IR$: Taxing Trails


By Stephen Desberg (W)
and Bernard Vrancken (A)

Published by Cinebook, 2008; 96 pages; $19.95

When I saw a book called “IR$” about an IRS secret agent, I gave a mental groan. I actually put this book on the top of my review stack — I thought it would be super lame so I wanted to get it over with. The idea of reading some thriller via a tax man was just making me cringe with advance embarrassment.

Agent Larry B. Max gets called in to assist with cases that involve large sums of money. He reads “evasion and money-laundering rings like a pianist reads a Mozart piece,” says the Secretary of the Treasury during an expository golf outing. And he tells an FBI agent “I’ve got nothing against FBI files … but to get a real idea of someone’s life, believe me … there’s nothing better than to read his tax statements!”

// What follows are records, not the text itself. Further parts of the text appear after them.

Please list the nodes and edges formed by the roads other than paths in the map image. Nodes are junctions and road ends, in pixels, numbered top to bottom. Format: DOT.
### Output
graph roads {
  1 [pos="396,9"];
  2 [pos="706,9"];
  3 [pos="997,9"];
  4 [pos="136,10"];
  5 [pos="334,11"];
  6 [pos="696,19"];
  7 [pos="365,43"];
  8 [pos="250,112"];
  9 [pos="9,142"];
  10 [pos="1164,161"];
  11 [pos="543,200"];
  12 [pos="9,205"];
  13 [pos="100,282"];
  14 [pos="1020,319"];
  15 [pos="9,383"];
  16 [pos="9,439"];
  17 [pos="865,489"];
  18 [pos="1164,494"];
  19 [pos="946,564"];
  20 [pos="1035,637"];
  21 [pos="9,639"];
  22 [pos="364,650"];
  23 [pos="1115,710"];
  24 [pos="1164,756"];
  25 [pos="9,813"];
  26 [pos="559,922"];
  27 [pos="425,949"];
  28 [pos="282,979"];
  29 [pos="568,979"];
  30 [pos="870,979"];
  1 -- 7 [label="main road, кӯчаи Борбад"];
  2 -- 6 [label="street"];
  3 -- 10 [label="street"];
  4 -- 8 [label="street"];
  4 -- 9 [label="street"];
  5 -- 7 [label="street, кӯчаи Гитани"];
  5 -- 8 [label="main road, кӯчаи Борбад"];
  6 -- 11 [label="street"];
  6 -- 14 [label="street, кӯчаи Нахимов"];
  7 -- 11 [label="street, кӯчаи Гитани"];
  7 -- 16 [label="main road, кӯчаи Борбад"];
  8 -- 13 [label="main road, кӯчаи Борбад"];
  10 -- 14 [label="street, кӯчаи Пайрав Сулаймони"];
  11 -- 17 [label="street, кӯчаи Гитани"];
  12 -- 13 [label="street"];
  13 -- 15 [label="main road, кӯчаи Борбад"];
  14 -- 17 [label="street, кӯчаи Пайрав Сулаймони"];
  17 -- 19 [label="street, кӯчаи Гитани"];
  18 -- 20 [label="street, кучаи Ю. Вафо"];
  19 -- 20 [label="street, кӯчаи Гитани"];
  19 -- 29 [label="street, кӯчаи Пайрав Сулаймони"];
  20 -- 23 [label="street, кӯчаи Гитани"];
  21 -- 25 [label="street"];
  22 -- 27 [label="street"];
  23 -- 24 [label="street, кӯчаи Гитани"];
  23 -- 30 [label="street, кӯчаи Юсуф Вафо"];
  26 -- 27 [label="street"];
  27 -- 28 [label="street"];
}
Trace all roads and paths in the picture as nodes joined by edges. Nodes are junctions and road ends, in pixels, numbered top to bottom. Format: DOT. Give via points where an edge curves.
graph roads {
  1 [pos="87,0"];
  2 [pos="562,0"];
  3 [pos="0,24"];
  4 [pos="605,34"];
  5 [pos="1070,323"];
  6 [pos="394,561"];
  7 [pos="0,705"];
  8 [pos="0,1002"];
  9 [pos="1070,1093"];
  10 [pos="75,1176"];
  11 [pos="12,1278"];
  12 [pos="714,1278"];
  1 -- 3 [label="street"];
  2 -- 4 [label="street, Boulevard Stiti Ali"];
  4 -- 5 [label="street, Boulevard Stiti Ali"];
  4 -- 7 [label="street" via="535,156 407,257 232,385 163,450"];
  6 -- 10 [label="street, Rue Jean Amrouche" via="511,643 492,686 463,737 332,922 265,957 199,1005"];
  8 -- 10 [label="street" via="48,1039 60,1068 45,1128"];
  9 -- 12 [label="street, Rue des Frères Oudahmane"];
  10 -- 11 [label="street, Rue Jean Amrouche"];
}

This book has all the makings of an unintentional satire. A gunfight with a would-be assassin includes this exchange:

ASSASSIN shooting at Larry Max: “I’ve come to pay my taxes, sucker! With interest!” (BLAM BLAM)
LARRY MAX, IR$: “It’s time to liquidate this case.”
ASSASSIN: “I’ll give you as many bullets as it takes and I’ll put them all down as professional expenses!”
LARRY MAX: “Bloody Hell! That crazy woman’s going to turn this whole traffic line into a profit and loss statement just to take me out!”

So it was with much relief that I discovered IR$ actually has a great mystery driving it. The story is broken into two chapters — “Taxing Trails” and “The Hagen Strategy,” comprising the original two French volumes. Max follows the murder of a Swiss bank employee through several parties, all the way back to some historical drama coming out of Nazi concentration camps.

Max’s “IR$” intuition does drive the discoveries that advance the plot, but there are very human elements that make it far more enjoyable and engrossing than the stripped-down premise had me fearing. I was worried this “A ha, I have discovered the truth based on my keen mathematical sensibilities!” would be an agonizing gimmick, and it was far from it. At the end of the first volume, I was actually really disappointed because I thought they just caught the bad guy and left the ending unresolved; once I started the second volume, I realized they’d built another story around digging into the background.

The book is a quick and easy read, which is both good and bad. I found myself not wanting to put it down until I was finished, but at $19.95, that may be a high dollar-to-page ratio for some readers. Desberg’s use of history and the tragic backdrop gave the story some needed gravity. And for an adapted French comic, the translation is smooth and never gets in the way of the pacing.

Vrancken’s art is very realistic, with elaborate, highly detailed backgrounds. The bodies can be stiff at times, but his facial expressions are excellent.

The Grade: B
IR$: Taxing Trails is definitely a solid, above-average book, and it’s so much better than what I feared when I first saw it.